De rozenkever verliet zijn geliefde rozen met hartzeer. Nog even vloog hij heen en weer boven de koning en de koningin, die allebei al luid snurkten.
"Welterusten, grote heerser en heerseres over het mensenland. Ik wens dat er in uw groot paleis weldra meer ruimte zal komen om prettig te leven. Ik zou mijn ruimte hier echter vergeefs zoeken."
Hij vloog naar buiten, de frisse nachtlucht tegemoet. De rozenkever had het gevoel of zijn klein lijfje met peper gevuld was. Dit geprikkel vond het nietige diertje heerlijk. Daarom had hij de kracht om de hele nacht door te vliegen. Het was zo aangenaam om laag boven de grond te vliegen. Want de aarde geurde pittig. Zij hield grote groei- en bloeizin verborgen, die ze spoedig zou tonen.
Aan de oostelijke hemel begon het wazige morgenblauw al te glanzen. De rozenkever ging almaar lager vliegen, raakte bijna het gras. Onder hem glommen allemaal puntige gele sterretjes. Wat zou dat zijn?
"Kijk eens, het speenkruid bloeit al zo mooi!" riep het zoontje van de boer. De jongen was net zo vroeg opgestaan als zijn vader, zou meehelpen met het melken van de koeien.
"Speenkruid?" dacht de rozenkever. "Dat zijn dus mooie grondsterren. Terwijl die steeds meer gaan glimmen, doven de sterren van de hemel!"
Maar nu wilde hij een poos rusten. Langzaam vouwde hij zijn vleugels dicht en stond op de grond. Een hele tijd lag hij doodstil en wist niet waar hij was.
Zo'n twee uur later begon de rozenkever om zich heen te kijken. In het heldere daglicht was alles duidelijk te zien.
"Jammer," dacht de rozenkever. "Wat naar, ik ben weer tussen de beuken, waar zo'n zwaarmoedige geest heerste.

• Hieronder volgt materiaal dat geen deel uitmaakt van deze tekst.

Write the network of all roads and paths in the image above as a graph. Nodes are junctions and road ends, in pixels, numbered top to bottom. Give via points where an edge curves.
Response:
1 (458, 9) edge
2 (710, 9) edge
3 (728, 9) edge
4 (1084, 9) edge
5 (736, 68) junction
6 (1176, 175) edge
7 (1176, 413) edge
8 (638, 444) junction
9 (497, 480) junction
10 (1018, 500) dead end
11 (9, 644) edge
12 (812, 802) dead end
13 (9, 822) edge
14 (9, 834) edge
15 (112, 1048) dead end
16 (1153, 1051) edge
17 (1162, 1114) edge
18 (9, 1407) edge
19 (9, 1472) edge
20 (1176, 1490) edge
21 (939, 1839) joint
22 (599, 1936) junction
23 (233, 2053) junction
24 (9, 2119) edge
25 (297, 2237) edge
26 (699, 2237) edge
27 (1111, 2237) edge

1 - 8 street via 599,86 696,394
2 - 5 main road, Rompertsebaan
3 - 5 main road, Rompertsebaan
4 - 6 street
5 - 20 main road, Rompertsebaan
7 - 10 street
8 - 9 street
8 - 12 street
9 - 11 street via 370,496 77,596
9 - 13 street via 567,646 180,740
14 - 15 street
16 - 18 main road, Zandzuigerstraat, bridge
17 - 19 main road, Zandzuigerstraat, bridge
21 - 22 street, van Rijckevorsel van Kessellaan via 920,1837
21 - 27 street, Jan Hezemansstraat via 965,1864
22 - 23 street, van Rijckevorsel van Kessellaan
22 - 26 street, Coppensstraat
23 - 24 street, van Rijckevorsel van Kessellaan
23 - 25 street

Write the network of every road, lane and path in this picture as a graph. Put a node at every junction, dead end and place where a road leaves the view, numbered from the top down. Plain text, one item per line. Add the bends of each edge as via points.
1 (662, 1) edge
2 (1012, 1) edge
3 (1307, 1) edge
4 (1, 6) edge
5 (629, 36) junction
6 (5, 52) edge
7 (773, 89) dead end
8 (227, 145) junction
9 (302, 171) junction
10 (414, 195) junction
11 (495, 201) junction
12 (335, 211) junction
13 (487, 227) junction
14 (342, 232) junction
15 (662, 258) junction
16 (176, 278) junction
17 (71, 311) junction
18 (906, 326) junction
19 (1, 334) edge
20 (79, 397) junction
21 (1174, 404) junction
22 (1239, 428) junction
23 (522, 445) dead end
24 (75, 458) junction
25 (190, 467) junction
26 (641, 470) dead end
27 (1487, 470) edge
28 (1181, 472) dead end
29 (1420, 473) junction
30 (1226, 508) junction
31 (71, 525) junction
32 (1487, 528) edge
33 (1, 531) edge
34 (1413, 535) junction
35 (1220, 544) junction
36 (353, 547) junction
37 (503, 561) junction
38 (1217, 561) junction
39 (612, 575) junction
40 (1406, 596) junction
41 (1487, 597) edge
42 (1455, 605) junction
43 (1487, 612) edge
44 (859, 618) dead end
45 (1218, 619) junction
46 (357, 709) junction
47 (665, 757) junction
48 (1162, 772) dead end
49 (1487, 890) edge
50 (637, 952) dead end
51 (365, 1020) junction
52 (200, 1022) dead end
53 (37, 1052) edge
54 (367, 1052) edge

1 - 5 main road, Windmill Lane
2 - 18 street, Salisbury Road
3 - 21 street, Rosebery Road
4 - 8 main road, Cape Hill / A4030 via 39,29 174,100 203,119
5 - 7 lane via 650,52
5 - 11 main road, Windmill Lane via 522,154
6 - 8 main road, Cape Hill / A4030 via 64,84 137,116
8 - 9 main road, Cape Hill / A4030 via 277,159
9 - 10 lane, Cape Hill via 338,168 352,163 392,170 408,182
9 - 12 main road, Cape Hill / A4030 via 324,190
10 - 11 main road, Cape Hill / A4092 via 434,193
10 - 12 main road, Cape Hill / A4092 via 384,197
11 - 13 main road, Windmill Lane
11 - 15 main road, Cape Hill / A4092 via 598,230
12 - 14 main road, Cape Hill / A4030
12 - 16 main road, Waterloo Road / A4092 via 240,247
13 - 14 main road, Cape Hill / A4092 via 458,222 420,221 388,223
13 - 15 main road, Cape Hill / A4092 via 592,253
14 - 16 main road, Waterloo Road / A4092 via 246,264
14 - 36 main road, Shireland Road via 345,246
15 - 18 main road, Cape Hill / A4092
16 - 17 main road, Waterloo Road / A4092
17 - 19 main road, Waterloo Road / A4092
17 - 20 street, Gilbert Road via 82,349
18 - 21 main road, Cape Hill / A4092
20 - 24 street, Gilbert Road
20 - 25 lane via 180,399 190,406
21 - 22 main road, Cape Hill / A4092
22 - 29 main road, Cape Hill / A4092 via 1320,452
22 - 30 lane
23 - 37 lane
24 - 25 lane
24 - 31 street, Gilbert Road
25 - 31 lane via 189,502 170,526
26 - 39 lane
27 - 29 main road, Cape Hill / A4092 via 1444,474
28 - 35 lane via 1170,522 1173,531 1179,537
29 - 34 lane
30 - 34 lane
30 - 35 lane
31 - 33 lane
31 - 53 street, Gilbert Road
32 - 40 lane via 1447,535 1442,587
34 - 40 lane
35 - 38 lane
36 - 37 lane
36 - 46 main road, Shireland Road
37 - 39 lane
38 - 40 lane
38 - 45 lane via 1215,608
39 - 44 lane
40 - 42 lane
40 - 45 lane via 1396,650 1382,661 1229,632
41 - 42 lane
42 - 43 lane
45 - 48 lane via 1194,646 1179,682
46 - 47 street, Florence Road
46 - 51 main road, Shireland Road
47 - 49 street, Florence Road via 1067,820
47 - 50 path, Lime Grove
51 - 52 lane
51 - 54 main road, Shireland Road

Moet ik altijd hier blijven?"
Hij keek eens naar boven.
"Maar toch _ Maar toch," peinsde hij. "Al die beuken hebben wat te vertellen. Kijk eens naar al die bruingroene puntjes aan hun takken. Ze willen me iets duidelijk maken."
De rozenkever keek gewoon recht voor zich uit.
"Maar wat zie ik nu? Ja, daar zal ik voortaan wonen! Ik zal me er zeker gelukkig voelen!"
Hij dook weg in het tere loof van de bosanemonen, die er zo bescheiden, maar toch wonderschoon bij stonden.
"Wat een vreugde hier te mogen zijn!" gonsde de kever luid. "Hier vind ik kleine, maar toch eindeloze ruimtes. Deze dichte, zachte stengelbladeren zijn voor mij mooie paleiszalen, waarin ik altijd naar believen kan ronddolen en op mijn gemak mag toeven."
De rozenkever luisterde goed. Ergens in het grillige groen klonk de roep van een soortgenoot. Hij bedacht zich geen ogenblik, maar vond meteen de weg naar het rozenkevervrouwtje, dat verlangend wachtte.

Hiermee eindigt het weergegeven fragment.